--- Records supplied ---

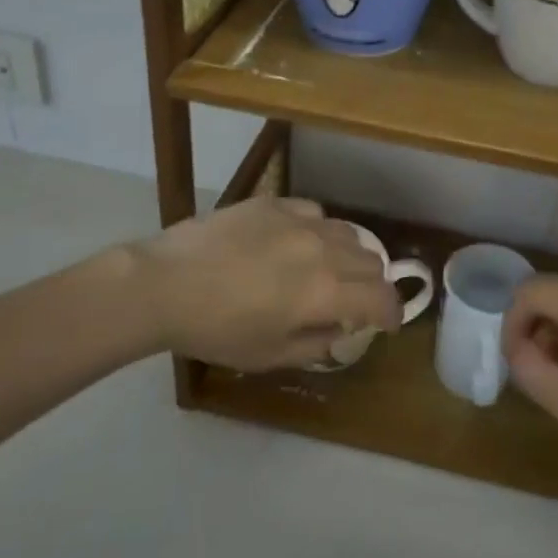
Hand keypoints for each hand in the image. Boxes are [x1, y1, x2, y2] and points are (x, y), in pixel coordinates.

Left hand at [136, 198, 400, 369]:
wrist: (166, 283)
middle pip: (372, 261)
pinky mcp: (276, 203)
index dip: (392, 313)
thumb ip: (316, 344)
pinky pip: (316, 213)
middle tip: (353, 302)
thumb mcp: (269, 355)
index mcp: (326, 292)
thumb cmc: (216, 330)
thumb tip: (341, 330)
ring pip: (348, 233)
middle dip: (371, 286)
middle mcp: (324, 250)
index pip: (382, 297)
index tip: (386, 323)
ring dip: (349, 257)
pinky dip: (319, 232)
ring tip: (327, 270)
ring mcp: (300, 221)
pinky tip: (297, 243)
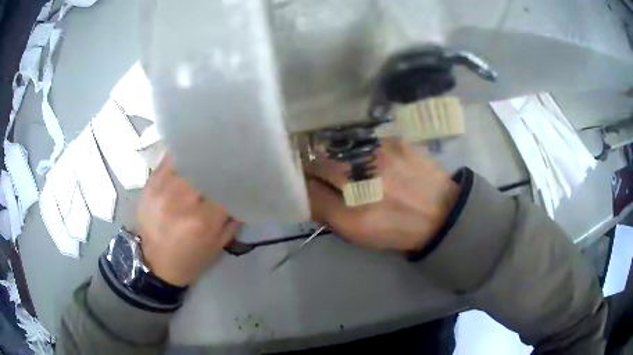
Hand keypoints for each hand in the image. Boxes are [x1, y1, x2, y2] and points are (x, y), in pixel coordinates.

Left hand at [136, 155, 240, 286]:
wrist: (156, 265)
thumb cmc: (190, 259)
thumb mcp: (217, 245)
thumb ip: (232, 219)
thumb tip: (240, 195)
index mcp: (202, 221)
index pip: (224, 188)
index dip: (233, 180)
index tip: (239, 174)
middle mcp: (181, 202)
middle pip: (205, 170)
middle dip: (215, 167)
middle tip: (222, 164)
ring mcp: (162, 191)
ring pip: (186, 162)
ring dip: (197, 161)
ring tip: (204, 158)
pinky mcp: (149, 186)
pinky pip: (166, 162)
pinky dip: (178, 158)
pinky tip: (186, 158)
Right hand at [306, 139, 458, 251]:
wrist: (441, 212)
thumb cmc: (397, 228)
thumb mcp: (359, 234)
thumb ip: (327, 214)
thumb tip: (306, 192)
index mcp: (353, 215)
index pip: (309, 191)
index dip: (302, 185)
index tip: (303, 184)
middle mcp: (363, 182)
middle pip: (318, 164)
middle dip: (314, 168)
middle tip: (321, 172)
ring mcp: (380, 156)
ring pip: (338, 148)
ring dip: (334, 155)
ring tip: (347, 164)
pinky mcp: (395, 141)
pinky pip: (362, 140)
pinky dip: (358, 148)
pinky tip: (370, 157)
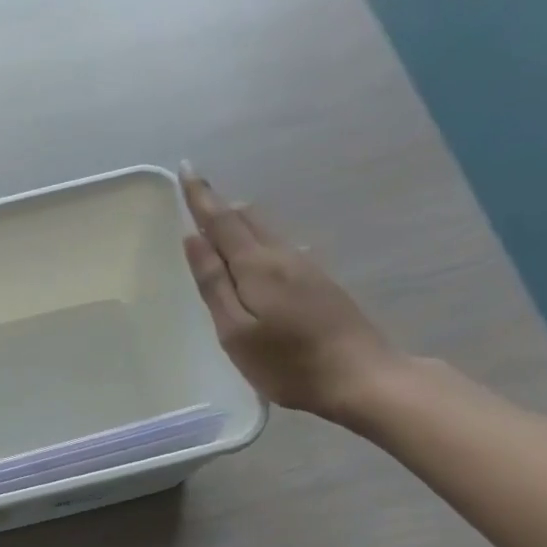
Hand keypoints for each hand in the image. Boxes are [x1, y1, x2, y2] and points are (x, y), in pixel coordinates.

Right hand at [180, 162, 400, 421]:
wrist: (362, 377)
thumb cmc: (287, 362)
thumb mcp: (236, 331)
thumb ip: (214, 284)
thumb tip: (193, 238)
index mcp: (257, 265)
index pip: (221, 220)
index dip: (200, 196)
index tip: (185, 169)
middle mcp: (283, 256)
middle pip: (248, 219)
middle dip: (220, 206)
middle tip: (197, 197)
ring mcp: (307, 267)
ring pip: (267, 232)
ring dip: (240, 223)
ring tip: (220, 225)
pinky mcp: (321, 283)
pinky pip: (281, 248)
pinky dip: (259, 242)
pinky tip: (259, 257)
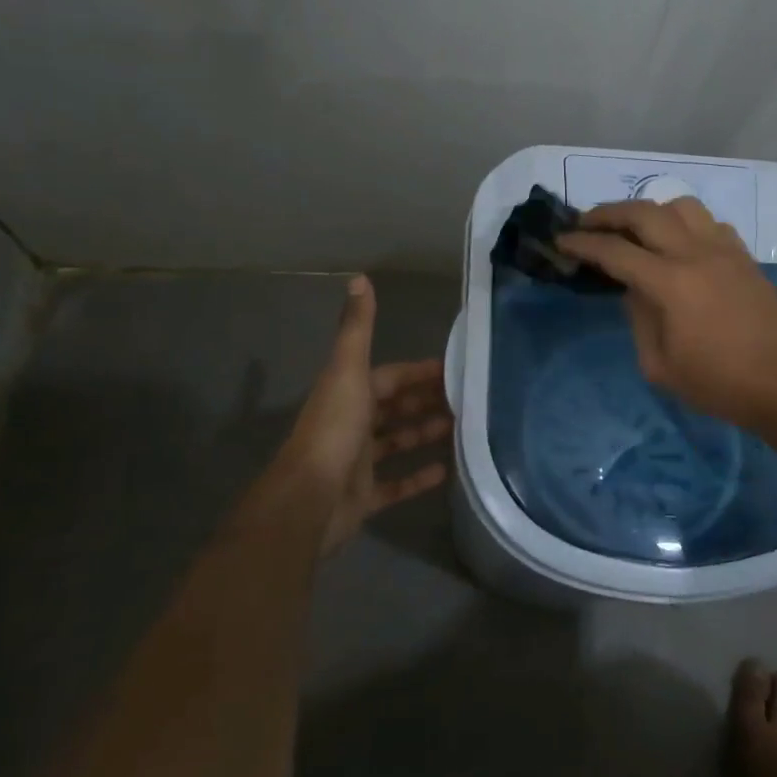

---

■ Exercise details ■
Once you have found every line above holding the word "hand", copy those lines.

■ Your solution ■
Hand keypoints for each hand in the image. Boxes are [x1, y1, x2, y2] and points are (x, y), in pixel coordinates.
Left hand at [136, 198, 400, 369]:
Hand keypoints for each hand in the image. Boxes are [x1, y1, x2, y2] and points are (x, y), in pixel coordinates.
Left hand at [136, 155, 240, 286]:
Right hand at [306, 139, 458, 251]:
Hand keypoints for each hand in the image. Boxes are [x1, y1, x2, y2] and points are (x, y), in pixel coordinates.
Right hand at [180, 162, 400, 421]:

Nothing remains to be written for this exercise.